Наша катастрофа не затронула мир, и поезд двигался, подчиняясь обычным правилам железнодорожного движения. Иногда поезд загоняли на запасный путь и оставляли стоять там несколько часов, не обращая внимания на несущиеся из вагонов крики отчаяния, иногда вагоны дергались сначала вперед, но потом снова начинали двигаться назад, и мы застревали на какой-то станции на всю ночь. Потом вдруг нашему поезду давали зеленый свет, и он со скрипом и скрежетом выползал на основную колею и начинал нестись по ней, как обезумевшее домашнее животное какого-нибудь среднеевропейского крестьянина.
Мы находились в одном вагоне длинного состава таких же товарных вагонов, стояли в нем, тесно прижавшись друг другу и раскачиваясь в такт движению, при этом многие из нас умирали, но живые продолжали поддерживать мертвых своими телами. Каждый вагон был стандартным грузовым вагоном, 7,1 метра в длину и 3,75 метра в ширину, с плоской, слегка седловидной крышей, поставленным на стандартные крупповские четырехколесные тележки, приспособленные к европейской колее. Спереди и сзади автосцепки. Обычный, ничем не примечательный вагон, создававший абсурдное впечатление обыденности, тяжелый, обшитый деревянными панелями, выкрашенными в оливково-зеленый или красно-ржавый цвет. Такие вагоны, побитые непогодой, десятками стоят в депо или со скрежетом и громыханием движутся мимо полей, деревень и сел, по три состава за утро, освещенные холодным светом луны, трясущиеся, дребезжащие от налетающих на них порывов ветра, дующего из широких долин, эти самые что ни на есть обычные транспортные средства, поднимающие своим шумом всех деревенских собак, которые бегут за поездом, отчаянно лают и, подпрыгивая высоко в воздух, раздутыми ноздрями ловят чуждый едкий запах.

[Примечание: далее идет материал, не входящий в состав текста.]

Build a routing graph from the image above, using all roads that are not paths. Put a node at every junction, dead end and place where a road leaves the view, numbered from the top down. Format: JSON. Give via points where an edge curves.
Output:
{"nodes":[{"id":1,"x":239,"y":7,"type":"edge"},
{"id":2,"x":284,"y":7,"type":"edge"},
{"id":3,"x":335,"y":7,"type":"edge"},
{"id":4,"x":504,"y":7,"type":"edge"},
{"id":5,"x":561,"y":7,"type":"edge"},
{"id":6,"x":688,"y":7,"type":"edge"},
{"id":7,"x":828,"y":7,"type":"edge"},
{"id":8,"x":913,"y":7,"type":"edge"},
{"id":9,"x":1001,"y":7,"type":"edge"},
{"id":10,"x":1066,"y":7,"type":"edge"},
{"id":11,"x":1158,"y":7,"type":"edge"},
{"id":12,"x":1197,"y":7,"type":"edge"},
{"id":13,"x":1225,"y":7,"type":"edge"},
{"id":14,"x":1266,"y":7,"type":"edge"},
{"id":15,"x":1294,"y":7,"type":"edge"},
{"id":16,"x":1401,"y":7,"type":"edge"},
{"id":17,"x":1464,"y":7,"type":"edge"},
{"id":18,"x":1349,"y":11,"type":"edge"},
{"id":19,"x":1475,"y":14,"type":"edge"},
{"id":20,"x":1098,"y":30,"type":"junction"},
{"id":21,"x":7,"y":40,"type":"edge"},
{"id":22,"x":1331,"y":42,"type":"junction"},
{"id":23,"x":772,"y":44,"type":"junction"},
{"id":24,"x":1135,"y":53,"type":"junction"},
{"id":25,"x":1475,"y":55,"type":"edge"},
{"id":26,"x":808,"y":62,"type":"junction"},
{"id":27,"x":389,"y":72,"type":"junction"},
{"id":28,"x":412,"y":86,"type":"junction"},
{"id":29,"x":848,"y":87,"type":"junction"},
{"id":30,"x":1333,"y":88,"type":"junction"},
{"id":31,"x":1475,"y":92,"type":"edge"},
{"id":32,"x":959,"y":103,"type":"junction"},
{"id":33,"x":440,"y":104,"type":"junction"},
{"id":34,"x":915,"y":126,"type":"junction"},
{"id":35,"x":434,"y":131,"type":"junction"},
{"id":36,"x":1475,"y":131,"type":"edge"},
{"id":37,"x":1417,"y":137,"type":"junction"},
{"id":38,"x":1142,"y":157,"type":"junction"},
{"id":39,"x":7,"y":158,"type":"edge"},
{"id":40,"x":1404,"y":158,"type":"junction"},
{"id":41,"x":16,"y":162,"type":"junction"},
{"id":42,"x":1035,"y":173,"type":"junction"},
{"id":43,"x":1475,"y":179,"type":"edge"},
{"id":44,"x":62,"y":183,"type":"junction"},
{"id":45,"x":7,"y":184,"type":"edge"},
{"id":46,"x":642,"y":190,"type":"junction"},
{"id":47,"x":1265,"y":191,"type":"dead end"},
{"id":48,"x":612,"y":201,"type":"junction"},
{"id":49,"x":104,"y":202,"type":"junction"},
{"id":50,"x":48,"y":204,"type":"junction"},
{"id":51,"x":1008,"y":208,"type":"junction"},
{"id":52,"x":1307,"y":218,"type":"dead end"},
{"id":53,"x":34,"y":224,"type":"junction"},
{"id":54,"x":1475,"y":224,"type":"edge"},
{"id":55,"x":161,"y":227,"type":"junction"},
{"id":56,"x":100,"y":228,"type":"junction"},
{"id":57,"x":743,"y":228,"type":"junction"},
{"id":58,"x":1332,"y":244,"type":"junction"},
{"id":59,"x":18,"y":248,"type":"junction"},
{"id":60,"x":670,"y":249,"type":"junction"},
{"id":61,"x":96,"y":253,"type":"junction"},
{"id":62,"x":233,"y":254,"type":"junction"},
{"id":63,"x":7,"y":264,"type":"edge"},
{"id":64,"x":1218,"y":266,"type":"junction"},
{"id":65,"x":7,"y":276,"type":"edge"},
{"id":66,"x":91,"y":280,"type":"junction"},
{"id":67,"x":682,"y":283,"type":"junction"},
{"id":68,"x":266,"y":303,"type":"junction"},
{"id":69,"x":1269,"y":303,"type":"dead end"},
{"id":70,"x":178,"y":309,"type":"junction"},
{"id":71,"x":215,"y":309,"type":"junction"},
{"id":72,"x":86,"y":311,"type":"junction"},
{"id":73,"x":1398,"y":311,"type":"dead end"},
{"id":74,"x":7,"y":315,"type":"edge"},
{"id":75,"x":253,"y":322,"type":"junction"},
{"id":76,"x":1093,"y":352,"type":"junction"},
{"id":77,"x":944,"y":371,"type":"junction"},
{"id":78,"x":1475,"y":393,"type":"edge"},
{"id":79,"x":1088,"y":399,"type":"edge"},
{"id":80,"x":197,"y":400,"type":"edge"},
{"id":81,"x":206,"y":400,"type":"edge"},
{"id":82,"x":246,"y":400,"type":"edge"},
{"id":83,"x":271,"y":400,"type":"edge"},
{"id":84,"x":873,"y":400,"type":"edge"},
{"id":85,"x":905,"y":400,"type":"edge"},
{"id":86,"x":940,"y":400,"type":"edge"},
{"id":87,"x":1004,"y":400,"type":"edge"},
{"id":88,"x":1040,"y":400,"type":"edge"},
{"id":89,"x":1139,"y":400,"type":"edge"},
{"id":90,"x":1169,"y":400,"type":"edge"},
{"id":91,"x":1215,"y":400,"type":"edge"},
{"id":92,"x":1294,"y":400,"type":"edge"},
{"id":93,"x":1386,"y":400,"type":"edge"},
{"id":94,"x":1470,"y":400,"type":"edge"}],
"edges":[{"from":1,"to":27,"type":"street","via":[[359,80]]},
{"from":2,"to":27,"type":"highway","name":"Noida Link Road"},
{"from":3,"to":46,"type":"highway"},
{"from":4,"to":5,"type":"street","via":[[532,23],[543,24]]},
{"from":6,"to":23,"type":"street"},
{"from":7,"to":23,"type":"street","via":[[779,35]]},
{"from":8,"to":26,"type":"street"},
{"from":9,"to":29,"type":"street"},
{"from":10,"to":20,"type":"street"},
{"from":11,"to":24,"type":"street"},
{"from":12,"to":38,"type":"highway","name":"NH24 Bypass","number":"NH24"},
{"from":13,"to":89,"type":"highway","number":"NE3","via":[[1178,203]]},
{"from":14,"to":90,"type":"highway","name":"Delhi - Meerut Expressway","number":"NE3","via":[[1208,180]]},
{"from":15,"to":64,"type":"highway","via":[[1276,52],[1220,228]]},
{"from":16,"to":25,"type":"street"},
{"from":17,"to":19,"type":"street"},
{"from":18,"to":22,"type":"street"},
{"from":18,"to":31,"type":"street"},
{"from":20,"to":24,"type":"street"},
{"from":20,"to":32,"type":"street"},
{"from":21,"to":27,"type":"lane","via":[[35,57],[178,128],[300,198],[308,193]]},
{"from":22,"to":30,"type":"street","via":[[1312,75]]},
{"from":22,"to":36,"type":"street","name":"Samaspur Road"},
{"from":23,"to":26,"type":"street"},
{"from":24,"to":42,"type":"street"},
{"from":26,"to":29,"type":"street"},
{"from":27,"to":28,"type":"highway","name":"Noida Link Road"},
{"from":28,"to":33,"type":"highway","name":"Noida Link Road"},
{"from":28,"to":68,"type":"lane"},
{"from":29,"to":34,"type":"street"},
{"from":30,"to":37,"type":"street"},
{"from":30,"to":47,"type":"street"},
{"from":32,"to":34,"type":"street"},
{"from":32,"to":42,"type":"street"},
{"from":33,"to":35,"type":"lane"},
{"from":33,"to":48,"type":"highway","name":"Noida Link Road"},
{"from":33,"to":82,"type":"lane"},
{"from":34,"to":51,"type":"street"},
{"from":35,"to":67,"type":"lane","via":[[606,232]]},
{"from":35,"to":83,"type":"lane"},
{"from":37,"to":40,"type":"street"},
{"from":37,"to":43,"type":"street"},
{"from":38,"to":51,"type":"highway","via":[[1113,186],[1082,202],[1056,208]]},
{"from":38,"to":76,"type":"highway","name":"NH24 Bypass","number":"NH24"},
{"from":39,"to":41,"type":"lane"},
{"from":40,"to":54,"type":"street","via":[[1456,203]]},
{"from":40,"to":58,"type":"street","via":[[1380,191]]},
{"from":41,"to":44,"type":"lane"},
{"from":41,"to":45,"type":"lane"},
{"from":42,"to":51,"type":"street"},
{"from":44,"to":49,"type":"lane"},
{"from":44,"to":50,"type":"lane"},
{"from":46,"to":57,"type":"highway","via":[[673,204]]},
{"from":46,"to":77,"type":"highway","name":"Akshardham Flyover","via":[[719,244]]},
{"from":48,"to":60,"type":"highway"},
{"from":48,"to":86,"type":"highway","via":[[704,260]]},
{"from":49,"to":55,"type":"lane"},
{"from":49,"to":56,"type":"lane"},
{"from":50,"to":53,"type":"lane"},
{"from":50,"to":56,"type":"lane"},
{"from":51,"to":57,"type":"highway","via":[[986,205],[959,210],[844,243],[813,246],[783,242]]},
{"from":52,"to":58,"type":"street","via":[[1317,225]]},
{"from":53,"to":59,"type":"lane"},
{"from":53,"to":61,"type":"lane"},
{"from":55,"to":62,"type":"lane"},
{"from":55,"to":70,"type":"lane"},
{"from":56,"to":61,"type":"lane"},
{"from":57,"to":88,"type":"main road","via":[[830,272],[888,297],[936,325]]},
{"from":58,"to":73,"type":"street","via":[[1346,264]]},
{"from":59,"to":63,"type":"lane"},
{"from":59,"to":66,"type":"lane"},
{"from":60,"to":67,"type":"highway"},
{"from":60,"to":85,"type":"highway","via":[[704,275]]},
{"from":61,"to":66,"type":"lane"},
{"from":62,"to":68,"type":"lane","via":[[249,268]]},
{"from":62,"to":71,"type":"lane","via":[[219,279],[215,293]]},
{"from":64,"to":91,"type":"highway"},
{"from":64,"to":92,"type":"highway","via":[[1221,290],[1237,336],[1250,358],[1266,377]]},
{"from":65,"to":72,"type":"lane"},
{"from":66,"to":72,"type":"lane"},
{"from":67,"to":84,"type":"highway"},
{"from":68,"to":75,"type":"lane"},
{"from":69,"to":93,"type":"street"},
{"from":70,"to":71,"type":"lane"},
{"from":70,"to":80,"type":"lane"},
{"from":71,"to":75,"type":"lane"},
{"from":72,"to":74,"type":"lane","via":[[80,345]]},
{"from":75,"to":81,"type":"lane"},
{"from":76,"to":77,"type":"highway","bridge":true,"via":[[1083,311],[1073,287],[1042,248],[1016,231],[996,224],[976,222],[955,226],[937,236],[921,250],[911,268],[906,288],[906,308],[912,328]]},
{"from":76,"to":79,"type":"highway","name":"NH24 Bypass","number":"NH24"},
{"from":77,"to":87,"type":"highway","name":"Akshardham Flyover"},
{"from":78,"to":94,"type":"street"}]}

На первый или второй день нашего путешествия в никуда я стал прогрызать щель, через которую вдыхал наружный воздух и, как мне казалось, широкий простор, тянувшийся до самого горизонта и уходящий за него, бесконечный, предназначение которого не имело ничего общего с этим поездом смерти. У меня не было какой-то определенной цели, просто мне казалось разумным час за часом без остановки грызть твердое дерево. Перерывы наступали, когда я отключался и засыпал. Я бывал счастлив, когда у меня во рту оказывалась целая щепка, я жевал ее, как еду. Однажды ночью пошел косой дождь, и мне досталось немного воды — капли кололи мне язык словно холодные иголки. Когда я сильно уставал, то начинал прислушиваться к стуку колес, в моей голове складывались песни, звучавшие в такт с этим стуком, каким-то непостижимым образом я слышал в этих песнях то голос матери, то голос отца, эти голоса были скорее мимолетными образами отца и матери, образами, больше напоминающими ускользающее ощущение их телесных сущностей, моментально возникающее восприятие их моральной природы, из-за этого мне хотелось позвать их, словно от этого они могли воплотиться, стать снова настоящими отцом и матерью. Самое страшное, что после этих мыслей я снова начинал слышать лишь бессмысленный стук колес поезда. Я думал, что если бы мне удалось прогрызть отверстие, достаточное для того, чтобы вылезти из вагона, то колеса с радостью приняли бы меня в свои объятия, разрезали бы меня вдоль, чисто и быстро покончив с моей жизнью.